3. 1. 1. Let $𝒜_k$ be those matrices $B ∼_ℰ A$ with the additional property that whenever $i< k$ and $j ≠ i$, or $j< k$ and $i ≠ j$, we have $B_{i, j}=0$. We shall show by induction that $𝒜_k$ is non-empty for $k ⩽ \min \{m, n\} ; 𝒜_1$ contains $A$ and so is certainly non-empty. Let $f$ be a Euclidean function for $R$, and suppose that $𝒜_k ≠ ∅$ and $k<\min \{m, n\}$. Let $B ∈ 𝒜_k$ be a matrix with $f\left(B_{k, k}\right)$ minimal. First we show that $B_{k, k}|B_{k, i}$ for all $i>k$ : if not, there is some $i>k$ with $B_{k, i}=q B_{k, k}+r$ with $f(r)< f\left(B_{k, k}\right)$ and we apply the elementary operations $c_i↦c_i-c_k q$ and $c_k ↔ c_i$ to get a matrix $B'∈ 𝒜_k$ with $B_{k, k}'=B_{k, i}-q B_{k, k}=r$, but $f\left(B_{k, k}'\right)=f(r)< f\left(B_{k, k}\right)$ which contradicts the minimality in our choice of $B$. Similarly, but with row operations in place of column operations, $B_{k, k}|B_{i, k}$ for all $i>k$. For $k< i⩽ m$ let $q_i$ be such that $B_{k, i}=B_{k, k} q_i$. Apply elementary column operations $c_{k+1}↦c_{k+1}-c_k q_{k+1}, …, c_m↦c_m-c_k q_m$ to get a matrix $B'$. For $k< i⩽ n$ let $p_i$ be such that $B_{i, k}=p_i B_{k, k}$. Apply elementary row operations $r_{k+1}↦r_{k+1}-p_{k+1} r_k, …, r_n↦r_n-p_n r_k$ to $B'$ to get a matrix $B^{\prime \prime}$. Then $B^{\prime \prime} ∼_{ℰ} B'∼_{ℰ} B ∼_{ℰ} A$ and $B^{\prime \prime} ∈ 𝒜_{k+1}$. The inductive step is complete. It follows that $𝒜_{\min \{m, n\}} ≠ ∅$; any $B$ in this set is diagonal and equivalent to $A$.
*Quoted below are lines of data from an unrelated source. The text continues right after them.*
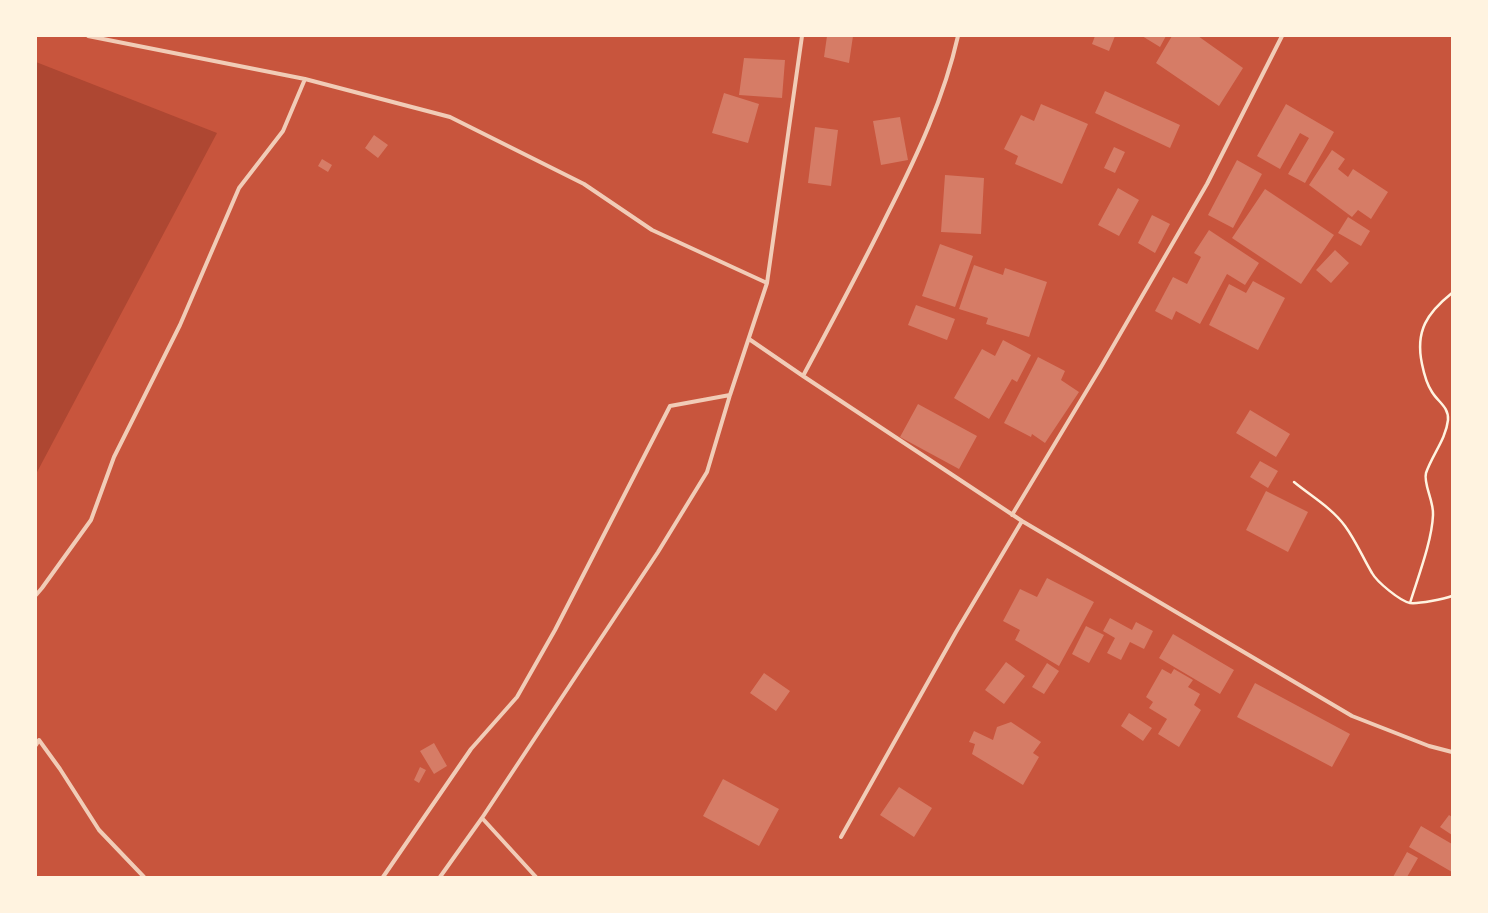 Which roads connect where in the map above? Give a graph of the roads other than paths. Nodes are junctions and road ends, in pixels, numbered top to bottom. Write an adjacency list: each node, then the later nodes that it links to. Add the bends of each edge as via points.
1 (88, 36): 5 (street)
2 (802, 36): 6 (street)
3 (958, 36): 8 (street, via 930,125 853,285)
4 (1282, 36): 10 (street, via 1207,184)
5 (305, 79): 6 (street, via 450,116 584,184 652,230); 12 (street, via 283,131 240,188 180,325 114,458 91,520)
6 (767, 283): 7 (street)
7 (749, 339): 8 (street); 9 (street)
8 (803, 376): 10 (street)
9 (730, 396): 15 (street, via 707,472 658,552); 18 (street, via 670,406 555,630 517,698 471,749)
10 (1012, 515): 11 (street)
11 (1022, 521): 14 (street, via 1352,716); 16 (street, via 956,632)
12 (36, 595)
13 (36, 745): 17 (street, via 39,740 99,830)
14 (1452, 752)
15 (482, 818): 19 (street); 20 (street)
16 (841, 837)
17 (144, 877)
18 (383, 877)
19 (440, 877)
20 (536, 877) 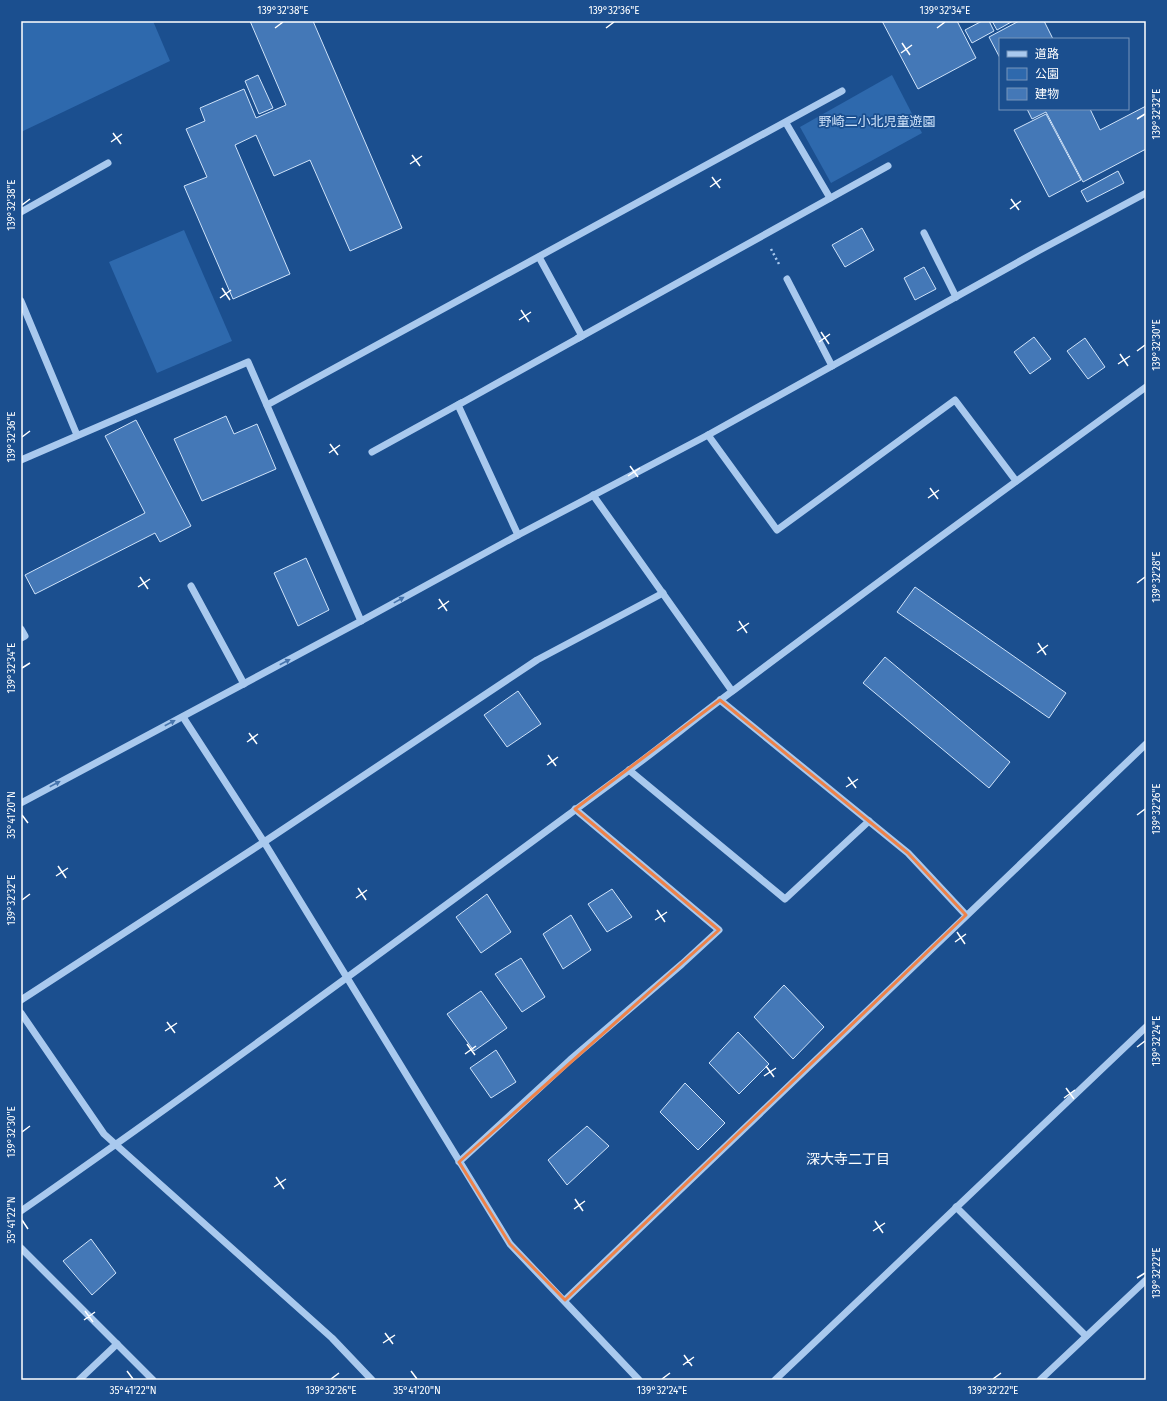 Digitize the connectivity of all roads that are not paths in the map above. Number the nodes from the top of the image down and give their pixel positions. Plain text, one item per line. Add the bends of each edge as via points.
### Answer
1 (842, 91) dead end
2 (786, 123) junction
3 (108, 163) dead end
4 (888, 166) dead end
5 (1146, 193) edge
6 (830, 198) junction
7 (21, 212) edge
8 (924, 233) dead end
9 (539, 257) junction
10 (787, 279) road end
11 (956, 297) junction
12 (21, 301) edge
13 (582, 336) junction
14 (832, 366) junction
15 (1146, 387) edge
16 (267, 405) junction
17 (77, 435) junction
18 (708, 435) junction
19 (372, 452) dead end
20 (21, 460) edge
21 (1016, 481) junction
22 (593, 495) junction
23 (518, 535) junction
24 (191, 586) dead end
25 (663, 593) junction
26 (361, 621) junction
27 (21, 629) edge
28 (21, 638) edge
29 (244, 684) junction
30 (732, 691) junction
31 (720, 700) junction
32 (182, 717) junction
33 (1146, 744) edge
34 (629, 770) junction
35 (21, 803) edge
36 (575, 809) junction
37 (869, 821) junction
38 (264, 842) junction
39 (966, 915) junction
40 (346, 977) junction
41 (21, 1000) edge
42 (21, 1013) edge
43 (1146, 1027) edge
44 (116, 1144) junction
45 (459, 1162) junction
46 (956, 1207) junction
47 (21, 1211) edge
48 (21, 1248) edge
49 (1146, 1280) edge
50 (565, 1300) junction
51 (1086, 1336) junction
52 (117, 1344) junction
53 (79, 1380) edge
54 (153, 1380) edge
55 (372, 1380) edge
56 (639, 1380) edge
57 (775, 1380) edge
58 (1040, 1380) edge

1 - 2 street
2 - 6 street
2 - 9 street
3 - 7 street
4 - 6 street
5 - 11 street
6 - 13 street
8 - 11 street
9 - 13 street
9 - 16 street
10 - 14 street
11 - 14 street
12 - 17 street
13 - 19 street
13 - 23 street via 458,405
14 - 18 street
15 - 21 street
16 - 17 street via 248,362
16 - 26 street
17 - 20 street
18 - 21 street via 777,530 955,400
18 - 22 street
21 - 30 street
22 - 23 street
22 - 25 street
26 -> 23 street
24 - 29 street
25 - 30 street
25 - 38 street via 536,660
29 -> 26 street
27 - 28 street via 25,636
29 - 32 street
30 - 31 street
31 - 34 street
31 - 37 street
35 -> 32 street
32 - 38 street
33 - 39 street
34 - 36 street
34 - 37 street via 785,899
36 - 40 street
36 - 45 street via 719,930 570,1060
37 - 39 street via 908,853
38 - 40 street
38 - 41 street
39 - 50 street
40 - 44 street
40 - 45 street
42 - 44 street via 104,1134
43 - 46 street
44 - 47 street
44 - 55 street via 332,1338
45 - 50 street via 510,1244
46 - 51 street
46 - 57 street
48 - 52 street
49 - 51 street
50 - 56 street
51 - 58 street
52 - 53 street
52 - 54 street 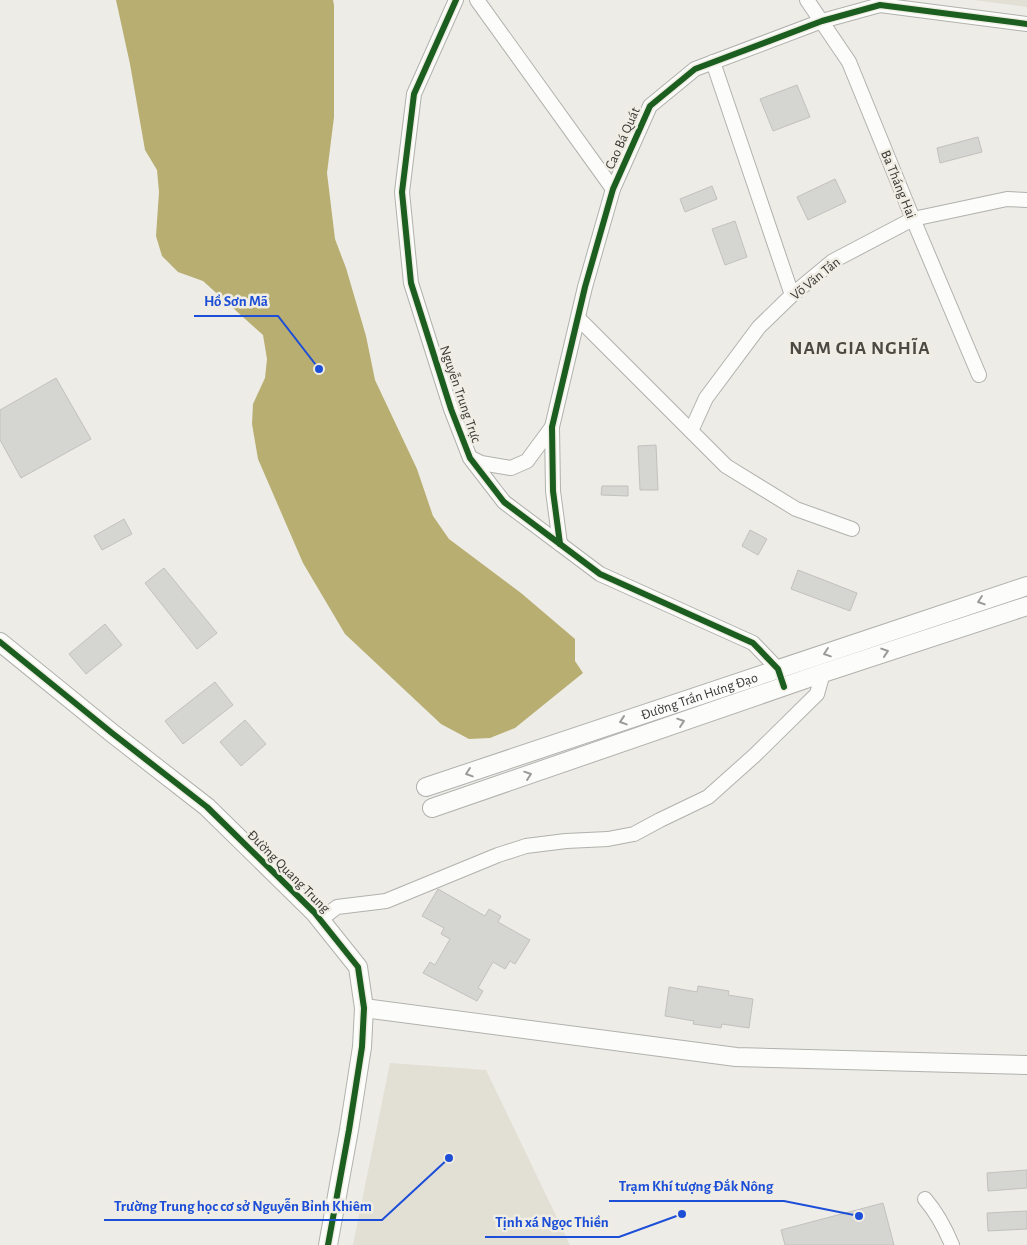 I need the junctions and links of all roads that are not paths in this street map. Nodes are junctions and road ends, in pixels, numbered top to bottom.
1 (456, 0) edge
2 (477, 0) edge
3 (808, 0) edge
4 (822, 21) junction
5 (1027, 24) edge
6 (713, 62) junction
7 (613, 189) junction
8 (1027, 200) edge
9 (913, 219) junction
10 (792, 296) junction
11 (578, 318) junction
12 (979, 374) dead end
13 (552, 427) junction
14 (691, 431) junction
15 (470, 458) junction
16 (852, 529) dead end
17 (560, 544) junction
18 (1027, 586) edge
19 (1027, 606) edge
20 (0, 642) edge
21 (778, 669) junction
22 (823, 673) junction
23 (784, 687) junction
24 (561, 742) junction
25 (567, 761) junction
26 (426, 787) dead end
27 (432, 808) dead end
28 (320, 920) junction
29 (364, 1008) junction
30 (1027, 1065) edge
31 (925, 1199) dead end
32 (328, 1245) edge
33 (952, 1245) edge

1 - 15 street, Nguyễn Trung Trực
2 - 7 street
3 - 4 street, Ba Tháng Hai
4 - 5 street, Cao Bá Quát
4 - 6 street, Cao Bá Quát
4 - 9 street, Ba Tháng Hai
6 - 7 street, Cao Bá Quát
6 - 10 street
7 - 11 street, Cao Bá Quát
8 - 9 street, Võ Văn Tần
9 - 10 street, Võ Văn Tần
9 - 12 street, Ba Tháng Hai
10 - 14 street, Võ Văn Tần
11 - 13 street, Cao Bá Quát
11 - 14 street
13 - 15 street, Cao Bá Quát
13 - 17 street, Cao Bá Quát
14 - 16 street
15 - 17 street, Nguyễn Trung Trực
17 - 21 street, Nguyễn Trung Trực
18 -> 21 street, Đường Trần Hưng Đạo
22 -> 19 street, Đường Trần Hưng Đạo
20 - 28 street, Đường Quang Trung
21 - 23 street
21 -> 24 street, Đường Trần Hưng Đạo
22 - 23 street, Đường Trần Hưng Đạo
22 - 28 street
25 -> 23 street, Đường Trần Hưng Đạo
24 - 25 street
24 -> 26 street, Đường Trần Hưng Đạo
27 -> 25 street, Đường Trần Hưng Đạo
28 - 29 street, Đường Quang Trung
29 - 30 street
29 - 32 street, Đường Quang Trung
31 - 33 street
      2. This is on problem sheet 4. I am expecting them to quote the uniqueness theorem and the fact that equivalent matrices produce isomorphic presentations, so $R^m / \operatorname{Im} L_A ≅ R^m / \operatorname{Im} L_B$, and since both $A$ and $B$ are diagonal with, say, entries $a_1, …, a_k$ and $b_1, …, b_k$ (where $k=\min \{n, m\}$) we have $\operatorname{Im} L_A=\left\langle a_1\right\rangle×⋯×\left\langle a_k\right\rangle×\{0\}×⋯×\{0\}$ where there are $m-k$ copies of $\{0\}$. Moreover, $a_1|a_2|⋯|a_k$ so $\left\langle a_1\right\rangle ⊃ ⋯ ⊃\left\langle a_k\right\rangle ⊃⟨0⟩ ⊃ ⋯ ⊃⟨0⟩$. Similarly for $\operatorname{Im} L_B$, and it follows by the uniqueness theorem that $a_i ∼ b_i$ for all $i$ as required.
      3. If $R=M_2(𝔽)$ then $R$ is $𝔽$-linearly isomorphic to $𝔽^4$, and if $R^n$ is $R$-linearly isomorphic to $R^m$ then the underlying $𝔽$-vector spaces are $𝔽$-linearly isomorphic, and so $𝔽^{4 n}$ is $𝔽$-linearly isomorphic to $𝔽^{4 m}$ and hence $4 n=4 m$ and so $n=m$.
   2. 1. The map is well-defined because the composition of linear maps is linear. The multiplicative identity in $\operatorname{End}_{𝔽}(V)$ is the identity function and so $1_R ⋅ ψ=ψ ; φ ∈ \operatorname{End}_{𝔽}(V)$ is additive and so $(φ ⋅(ψ+π))(x)=φ(ψ(x)+π(x))=φ(ψ(x))+φ(π(x))=(φ . ψ)(x)+(φ . π)(x)$ for all $x ∈ V ;\left(\left(φ+φ'\right) . ψ\right)(x)=\left(φ+φ'\right)(ψ(x))=φ(ψ(x))+φ'(ψ(x))=(φ ⋅ ψ)(x)+\left(φ'. ψ\right)(x)$ for all $x ∈ V$; and finally $\left(φ ∘ φ'\right) . ψ=\left(φ ∘ φ'\right) ∘ ψ=φ ∘\left(φ'∘ ψ\right)=φ ⋅\left(φ'. ψ\right)$ since functional composition is associative.
      2. In the first case, the map $α: L(U, V) ⊕ L(W, V)→L(U ⊕ W, V) ;(φ, ψ)↦(u+w↦φ(u)+ψ(w))$ is a well-defined $R$-linear isomorphism.
      3. The map $β: 𝔽[X] ⊕ 𝔽[X]→𝔽[X] ; p↦p\left(X^2\right)+q\left(X^2\right) X$ is an 𝔽-linear bijection.
      4. Let $U=W=V$ in the isomorphism α and note that the map $R→R^2 ; φ↦α^{-1}(φ ∘ β)$ is well-defined and an $R$-linear bijection and the claim is proved.